Sunday, October 18, 2015

5 Things You Should Not Say to Your Fitness Coach

5 Things You Should Not Say to Your Fitness Coach,fitness,weight loss, gym, workout, healthYour fitness coaches may seem tough at times, but they have reasons for everything they ask you to do.


As a strength coach myself, I have heard each of the items on the list below from a client at one point or another. Here is a list of five things you may not want to tell your coach and the reality behind the statement:

1. "I eat the same thing every day"

We don’t just eat food for enjoyment. We eat food for its nutrients, and not all foods have the same nutrients. Eating a variety of foods is as important to achieving your health and fitness goal as altering your training. In short, know what foods you are allowed to eat and rotate them to improve your health, fitness and palate.

2. "I know what I need to do to lose body fat. I just have a hard time doing it"

Usually this means you don’t know what you need to do to lose body fat. And that is okay! If you want to learn what you need to do, there are plenty of great coaches that can give you the tools to achieve your goals. The first step in that process is admitting you could use some help.

The reality is that a lot of those things you think you should be doing are actually making it harder for you do lose body fat. Find a good coach who can educate you so when you're ready to make a change, you know exactly what to do.

3. "I want to get those long, lean muscles"

Muscles are lean by nature, so they don’t need your help “becoming lean.” Muscles also have fixed points of origin and insertion. An origin is the point closest to the trunk where the muscle originates, and an insertion is the muscle that connects to another tendon at a distal joint to allow movement of your body.

Saying you want to lengthen your muscles would require the surgical detachment of your muscle attachments and then stretching them further across a joint and surgically reattaching them. This is a seemingly painful and tedious task with no discernible health or fitness benefit. What you really want to do is reduce body fat that is sitting on top of that beautifully lean muscle, which is most effectively achieved with combination of nutritional and weight training programs designed to deliver a result.
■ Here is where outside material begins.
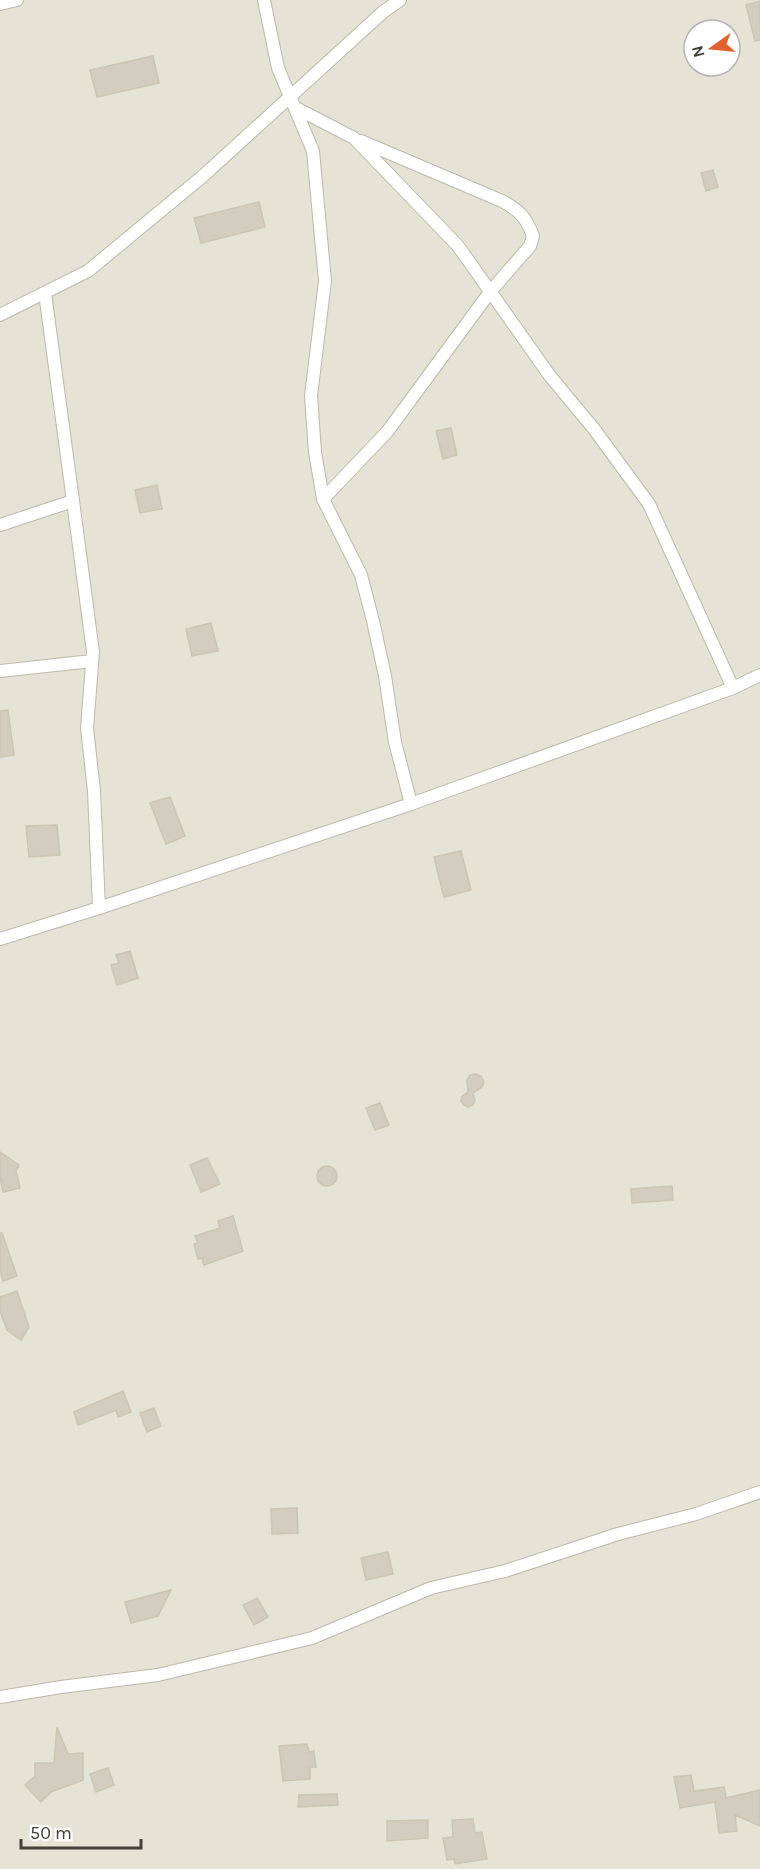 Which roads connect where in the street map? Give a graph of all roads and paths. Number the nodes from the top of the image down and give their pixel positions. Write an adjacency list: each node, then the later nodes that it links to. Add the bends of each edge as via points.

4. "I weigh myself every morning"

Weighing yourself can have damaging effects to your self worth, and it doesn't actually provide much useful information in the grand scheme of things.

Think about measuring your weight like GPS. A GPS can accurately determine your location anywhere on earth through a system of “triangulation,” which requires the collection of three points of data to effectively determine your location. Determining the composition of your body works a little like GPS in that we need to know your weight, along with the girth of your limbs and a fat measurement often collected by using a fat caliper to accurately determine what percentage of your “weight” is fat and muscle.

Don’t get fixated on an arbitrary number that does not matter unless you are competing in an athletic sport with weight classes. Instead, focus on the big things, like eating, training and sleeping to the best of your ability, and your body composition will change, along with your weight.

5. "I don't want to get 'too big"

Ask any body builder how they got “big” and they will tell you it took lots of hard work. Adding muscle mass is not an easy endeavor for most people. It takes a commitment to feeding and training schedules and a serious commitment to rest days.

All too often I hear men and women voice their concerns over getting “too big” or “too muscular” like they are going to train for a week and develop the kind of mass those in the body building community work so hard to achieve. The reality is that you will not “accidentally” get big unless you want to. You may, however, retain water and look bloated after exercise but this is not often a result of weight training. It's more likely a result of excessive inflammation, inability to repair and a sign of poor diet and sleep than a result of weight training. A proper nutrition and training program that tailors the level of activity to your ability to repair can most likely fix that issue.